The hospital was trying to collect the $900 that Blue Cross didn't pay, even though the other insurance had more than covered that. Wilson says he went to the hospital thinking there must be some misunderstanding because the bill had clearly been overpaid.  He recounted the conversation for us.

"'Well, that's not how we account for it and so you'll have to talk to the billing office if you have to'," he said.  "I said I've already talked to them. 'Well I'm sorry sir, that's just the way it is.  You still owe us $900'," Wilson said.

Wilson says the hospital agreed to discount the balance to $675 if he'd go ahead and pay.  He says he had no choice -- he paid the bill in order to protect his and his son's credit. That's when he called us, saying he felt he was at least entitled to that $675 back.

"If they would give me credit back for that, I'd be as happy as could be," Wilson said.

WHNT News 19 bypassed the billing office.  We wrote directly to hospital administrators explaining Mr. Wilson's situation.  We also provided copies of the paperwork he had saved.  In less than three days, the hospital notified Wilson's son he would be getting a refund. And when it arrived, they were very pleasantly surprised.

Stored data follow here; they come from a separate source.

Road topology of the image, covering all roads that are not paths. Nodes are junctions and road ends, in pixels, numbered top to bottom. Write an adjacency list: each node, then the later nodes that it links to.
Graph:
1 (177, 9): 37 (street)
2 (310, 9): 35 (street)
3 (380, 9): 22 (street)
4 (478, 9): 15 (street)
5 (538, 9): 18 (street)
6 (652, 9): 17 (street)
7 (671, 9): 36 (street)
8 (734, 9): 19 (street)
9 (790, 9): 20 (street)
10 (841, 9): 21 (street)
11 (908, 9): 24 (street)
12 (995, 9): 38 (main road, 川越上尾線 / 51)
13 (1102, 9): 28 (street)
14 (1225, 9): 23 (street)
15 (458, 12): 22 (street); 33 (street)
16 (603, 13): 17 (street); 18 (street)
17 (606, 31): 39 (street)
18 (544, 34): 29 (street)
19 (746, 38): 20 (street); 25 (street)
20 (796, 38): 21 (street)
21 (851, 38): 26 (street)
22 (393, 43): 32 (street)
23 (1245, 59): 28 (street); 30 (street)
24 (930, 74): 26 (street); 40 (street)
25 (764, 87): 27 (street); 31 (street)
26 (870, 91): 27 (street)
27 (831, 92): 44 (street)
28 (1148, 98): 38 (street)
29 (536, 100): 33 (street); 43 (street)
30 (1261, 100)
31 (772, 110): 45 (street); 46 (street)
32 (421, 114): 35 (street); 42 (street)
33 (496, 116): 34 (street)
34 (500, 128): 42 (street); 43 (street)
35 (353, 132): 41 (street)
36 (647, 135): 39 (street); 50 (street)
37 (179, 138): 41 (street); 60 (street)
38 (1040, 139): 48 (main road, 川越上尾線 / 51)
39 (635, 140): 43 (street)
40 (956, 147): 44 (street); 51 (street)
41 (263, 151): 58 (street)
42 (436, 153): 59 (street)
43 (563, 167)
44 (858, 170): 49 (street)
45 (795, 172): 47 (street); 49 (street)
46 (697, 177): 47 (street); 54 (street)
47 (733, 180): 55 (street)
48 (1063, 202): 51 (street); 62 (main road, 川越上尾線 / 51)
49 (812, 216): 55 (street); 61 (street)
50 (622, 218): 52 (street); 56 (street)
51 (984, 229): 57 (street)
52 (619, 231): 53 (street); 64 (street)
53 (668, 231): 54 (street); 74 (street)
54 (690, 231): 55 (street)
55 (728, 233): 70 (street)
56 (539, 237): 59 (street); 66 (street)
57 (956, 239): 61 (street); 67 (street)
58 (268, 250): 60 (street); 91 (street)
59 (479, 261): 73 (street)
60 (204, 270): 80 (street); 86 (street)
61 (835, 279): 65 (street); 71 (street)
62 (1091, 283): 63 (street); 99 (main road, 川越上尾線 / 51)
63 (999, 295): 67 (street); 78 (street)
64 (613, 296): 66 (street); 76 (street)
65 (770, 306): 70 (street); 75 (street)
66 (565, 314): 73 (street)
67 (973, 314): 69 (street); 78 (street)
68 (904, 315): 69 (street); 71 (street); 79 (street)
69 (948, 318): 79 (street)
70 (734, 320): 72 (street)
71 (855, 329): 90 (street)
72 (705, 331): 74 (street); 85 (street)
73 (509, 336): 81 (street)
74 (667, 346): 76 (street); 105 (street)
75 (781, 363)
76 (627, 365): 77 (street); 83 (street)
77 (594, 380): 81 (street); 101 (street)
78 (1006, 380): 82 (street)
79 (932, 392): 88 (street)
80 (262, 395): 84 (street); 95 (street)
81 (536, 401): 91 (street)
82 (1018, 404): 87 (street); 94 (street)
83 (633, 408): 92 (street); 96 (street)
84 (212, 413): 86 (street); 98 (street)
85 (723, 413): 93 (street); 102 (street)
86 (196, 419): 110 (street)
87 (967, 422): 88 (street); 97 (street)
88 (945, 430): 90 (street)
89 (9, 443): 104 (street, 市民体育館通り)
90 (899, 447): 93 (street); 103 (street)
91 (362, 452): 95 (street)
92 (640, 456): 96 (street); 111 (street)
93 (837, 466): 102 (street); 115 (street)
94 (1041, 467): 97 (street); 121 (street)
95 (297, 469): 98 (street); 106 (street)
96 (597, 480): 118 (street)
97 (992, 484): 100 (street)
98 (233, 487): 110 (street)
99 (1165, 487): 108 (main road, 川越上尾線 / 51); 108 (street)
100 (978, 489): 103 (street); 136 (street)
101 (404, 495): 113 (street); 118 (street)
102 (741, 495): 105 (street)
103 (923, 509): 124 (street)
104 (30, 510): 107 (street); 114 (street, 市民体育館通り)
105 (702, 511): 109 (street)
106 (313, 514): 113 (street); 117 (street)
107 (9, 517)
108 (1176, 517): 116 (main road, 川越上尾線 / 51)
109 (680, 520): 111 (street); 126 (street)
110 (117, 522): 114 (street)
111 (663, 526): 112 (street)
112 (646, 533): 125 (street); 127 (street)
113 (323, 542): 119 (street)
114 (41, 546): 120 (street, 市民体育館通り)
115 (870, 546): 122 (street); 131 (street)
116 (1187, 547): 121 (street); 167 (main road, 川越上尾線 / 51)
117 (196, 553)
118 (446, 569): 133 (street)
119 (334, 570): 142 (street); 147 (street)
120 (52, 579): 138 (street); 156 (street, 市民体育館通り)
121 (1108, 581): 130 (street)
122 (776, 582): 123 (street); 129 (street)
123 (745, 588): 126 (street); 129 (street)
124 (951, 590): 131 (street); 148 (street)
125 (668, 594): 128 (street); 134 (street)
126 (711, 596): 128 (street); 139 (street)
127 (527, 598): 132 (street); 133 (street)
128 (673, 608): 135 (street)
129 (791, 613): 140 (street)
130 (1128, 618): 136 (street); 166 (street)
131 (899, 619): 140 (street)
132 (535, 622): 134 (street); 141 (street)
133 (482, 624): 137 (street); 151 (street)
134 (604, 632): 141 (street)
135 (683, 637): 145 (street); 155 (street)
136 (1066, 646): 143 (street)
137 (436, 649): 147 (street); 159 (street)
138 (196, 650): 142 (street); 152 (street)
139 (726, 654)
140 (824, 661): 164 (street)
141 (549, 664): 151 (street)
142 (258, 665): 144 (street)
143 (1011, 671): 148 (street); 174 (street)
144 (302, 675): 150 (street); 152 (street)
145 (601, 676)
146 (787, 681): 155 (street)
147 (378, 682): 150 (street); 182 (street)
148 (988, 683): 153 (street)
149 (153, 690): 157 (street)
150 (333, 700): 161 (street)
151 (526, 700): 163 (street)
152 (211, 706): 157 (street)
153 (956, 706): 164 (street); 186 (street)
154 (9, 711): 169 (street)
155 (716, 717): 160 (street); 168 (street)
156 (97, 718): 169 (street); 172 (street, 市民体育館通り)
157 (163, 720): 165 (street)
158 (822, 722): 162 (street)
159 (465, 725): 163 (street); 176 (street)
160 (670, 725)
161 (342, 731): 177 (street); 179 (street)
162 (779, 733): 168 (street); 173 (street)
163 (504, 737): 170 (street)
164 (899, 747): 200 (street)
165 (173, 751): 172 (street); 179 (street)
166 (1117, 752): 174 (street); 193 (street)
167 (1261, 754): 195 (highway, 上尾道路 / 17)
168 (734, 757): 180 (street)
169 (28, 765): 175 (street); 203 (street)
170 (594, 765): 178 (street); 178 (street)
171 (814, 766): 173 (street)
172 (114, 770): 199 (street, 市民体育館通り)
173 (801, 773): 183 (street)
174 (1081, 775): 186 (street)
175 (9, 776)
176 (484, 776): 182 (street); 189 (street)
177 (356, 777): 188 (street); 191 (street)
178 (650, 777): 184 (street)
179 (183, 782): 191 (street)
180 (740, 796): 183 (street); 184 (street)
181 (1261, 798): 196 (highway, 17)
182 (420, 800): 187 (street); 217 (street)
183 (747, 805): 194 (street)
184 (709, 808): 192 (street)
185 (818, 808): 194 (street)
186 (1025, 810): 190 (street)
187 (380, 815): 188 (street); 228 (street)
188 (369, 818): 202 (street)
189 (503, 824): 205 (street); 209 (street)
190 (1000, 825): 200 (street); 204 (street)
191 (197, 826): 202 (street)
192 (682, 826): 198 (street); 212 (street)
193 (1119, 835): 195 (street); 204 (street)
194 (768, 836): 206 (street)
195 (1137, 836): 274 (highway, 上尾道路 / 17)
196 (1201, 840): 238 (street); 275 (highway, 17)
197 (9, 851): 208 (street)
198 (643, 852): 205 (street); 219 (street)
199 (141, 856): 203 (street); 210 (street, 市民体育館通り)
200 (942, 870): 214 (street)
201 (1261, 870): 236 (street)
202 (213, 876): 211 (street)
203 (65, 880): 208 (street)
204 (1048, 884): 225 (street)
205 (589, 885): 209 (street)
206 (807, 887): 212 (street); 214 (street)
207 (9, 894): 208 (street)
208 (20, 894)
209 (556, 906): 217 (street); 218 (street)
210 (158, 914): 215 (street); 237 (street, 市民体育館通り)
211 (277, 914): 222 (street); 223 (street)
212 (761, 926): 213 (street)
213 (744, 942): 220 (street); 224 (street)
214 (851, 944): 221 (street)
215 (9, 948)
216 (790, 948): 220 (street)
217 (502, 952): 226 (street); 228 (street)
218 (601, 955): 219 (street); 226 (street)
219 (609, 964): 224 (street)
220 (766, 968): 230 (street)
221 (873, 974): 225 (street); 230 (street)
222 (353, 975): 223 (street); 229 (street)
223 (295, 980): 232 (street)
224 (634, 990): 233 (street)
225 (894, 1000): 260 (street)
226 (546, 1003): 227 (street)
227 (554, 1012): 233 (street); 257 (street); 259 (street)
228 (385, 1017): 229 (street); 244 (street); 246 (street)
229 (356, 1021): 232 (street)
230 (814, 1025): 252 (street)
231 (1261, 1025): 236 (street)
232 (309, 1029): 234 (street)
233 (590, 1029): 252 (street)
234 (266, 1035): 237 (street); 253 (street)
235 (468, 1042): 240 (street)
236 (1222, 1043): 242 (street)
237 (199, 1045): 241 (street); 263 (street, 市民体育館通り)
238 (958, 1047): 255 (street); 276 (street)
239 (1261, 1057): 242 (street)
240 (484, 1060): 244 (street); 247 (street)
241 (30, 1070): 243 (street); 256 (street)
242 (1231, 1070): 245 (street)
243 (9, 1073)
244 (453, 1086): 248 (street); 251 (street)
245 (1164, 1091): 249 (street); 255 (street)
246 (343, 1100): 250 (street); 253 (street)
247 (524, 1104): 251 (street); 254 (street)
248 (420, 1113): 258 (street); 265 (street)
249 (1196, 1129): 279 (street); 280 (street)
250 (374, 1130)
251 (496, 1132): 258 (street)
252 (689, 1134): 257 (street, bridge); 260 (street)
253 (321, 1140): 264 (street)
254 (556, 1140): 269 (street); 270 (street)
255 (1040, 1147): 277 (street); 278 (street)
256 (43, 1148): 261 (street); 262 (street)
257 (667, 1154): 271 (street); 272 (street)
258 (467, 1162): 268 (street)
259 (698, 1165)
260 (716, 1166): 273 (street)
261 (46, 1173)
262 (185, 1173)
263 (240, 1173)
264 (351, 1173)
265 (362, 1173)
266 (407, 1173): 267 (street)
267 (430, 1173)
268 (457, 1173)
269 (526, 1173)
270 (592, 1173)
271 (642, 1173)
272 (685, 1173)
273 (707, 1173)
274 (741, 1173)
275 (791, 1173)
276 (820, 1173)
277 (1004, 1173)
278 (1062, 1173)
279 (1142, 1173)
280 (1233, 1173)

"They had paid us back the $675 that we had paid to bring the account to zero and they had paid us the $3,100 where the two insurances together had paid $3,100 more than the bill," Wilson explained.

Huntsville Hospital issued a statement to WHNT News 19 about the matter:

"Unintentional billing complications may occur when a private policy and more than one insurance company are involved. We appreciate the patient bringing the matter to our attention so we could resolve it for him."

"You knew the right people to talk to and I was just dealing with probably clerks in the billing office. So that's the way it was. We're very excited," Wilson told WHNT News 19's Al Whitaker.

"I'm glad it worked out the way it did," Al replied.

"It sure did and WHNT does what they say," Wilson told us.

Privacy regulations prevent the hospital from being able to discuss any aspect of a patient's case. Still, we commend Huntsville Hospital for their quick action in resolving this issue.